TASK TO CARRY OUT: Lines holding the string "street" are the ones to copy; find them all in the data.

--------------------

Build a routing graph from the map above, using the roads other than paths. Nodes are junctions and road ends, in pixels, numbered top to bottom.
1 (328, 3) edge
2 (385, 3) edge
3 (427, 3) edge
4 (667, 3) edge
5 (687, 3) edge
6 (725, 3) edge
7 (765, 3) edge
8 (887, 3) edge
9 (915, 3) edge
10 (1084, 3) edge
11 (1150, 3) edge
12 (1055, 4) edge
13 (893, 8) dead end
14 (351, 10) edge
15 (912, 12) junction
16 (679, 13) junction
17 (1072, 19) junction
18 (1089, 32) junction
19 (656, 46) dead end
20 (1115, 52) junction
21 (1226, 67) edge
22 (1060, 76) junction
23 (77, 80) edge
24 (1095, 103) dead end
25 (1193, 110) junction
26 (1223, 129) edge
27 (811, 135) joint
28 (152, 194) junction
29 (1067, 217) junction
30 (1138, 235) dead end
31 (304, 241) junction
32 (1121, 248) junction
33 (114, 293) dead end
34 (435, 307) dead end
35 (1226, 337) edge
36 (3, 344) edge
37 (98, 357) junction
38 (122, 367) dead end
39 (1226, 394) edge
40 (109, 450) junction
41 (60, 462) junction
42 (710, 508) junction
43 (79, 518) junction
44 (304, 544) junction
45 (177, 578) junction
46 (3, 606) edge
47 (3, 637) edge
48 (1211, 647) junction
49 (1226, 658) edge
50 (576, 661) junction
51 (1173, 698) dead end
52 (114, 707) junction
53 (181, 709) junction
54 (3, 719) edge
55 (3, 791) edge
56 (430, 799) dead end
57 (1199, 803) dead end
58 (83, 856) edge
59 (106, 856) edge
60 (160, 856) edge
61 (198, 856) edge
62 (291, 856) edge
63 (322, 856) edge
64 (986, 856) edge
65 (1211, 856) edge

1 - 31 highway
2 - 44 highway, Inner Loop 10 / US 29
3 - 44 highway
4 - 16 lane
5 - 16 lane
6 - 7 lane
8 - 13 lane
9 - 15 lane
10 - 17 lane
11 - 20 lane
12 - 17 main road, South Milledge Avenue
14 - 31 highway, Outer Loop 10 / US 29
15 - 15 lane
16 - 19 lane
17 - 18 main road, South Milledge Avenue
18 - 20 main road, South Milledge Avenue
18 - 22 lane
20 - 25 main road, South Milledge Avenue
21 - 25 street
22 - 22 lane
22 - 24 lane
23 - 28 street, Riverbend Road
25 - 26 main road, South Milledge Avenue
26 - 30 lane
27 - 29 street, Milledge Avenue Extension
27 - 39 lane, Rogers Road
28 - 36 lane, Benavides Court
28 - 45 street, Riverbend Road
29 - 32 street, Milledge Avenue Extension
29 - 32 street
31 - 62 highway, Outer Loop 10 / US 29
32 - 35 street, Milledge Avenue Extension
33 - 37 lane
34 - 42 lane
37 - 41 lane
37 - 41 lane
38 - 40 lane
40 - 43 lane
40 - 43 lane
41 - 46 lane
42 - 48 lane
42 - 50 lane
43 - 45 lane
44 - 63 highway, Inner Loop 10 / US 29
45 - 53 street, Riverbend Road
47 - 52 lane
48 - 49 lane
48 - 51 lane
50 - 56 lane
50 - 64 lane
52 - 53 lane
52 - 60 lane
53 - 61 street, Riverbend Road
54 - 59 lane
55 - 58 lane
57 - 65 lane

--------------------

SOLUTION FOR THIS PROBLEM:
21 - 25 street
23 - 28 street, Riverbend Road
27 - 29 street, Milledge Avenue Extension
28 - 45 street, Riverbend Road
29 - 32 street, Milledge Avenue Extension
29 - 32 street
32 - 35 street, Milledge Avenue Extension
45 - 53 street, Riverbend Road
53 - 61 street, Riverbend Road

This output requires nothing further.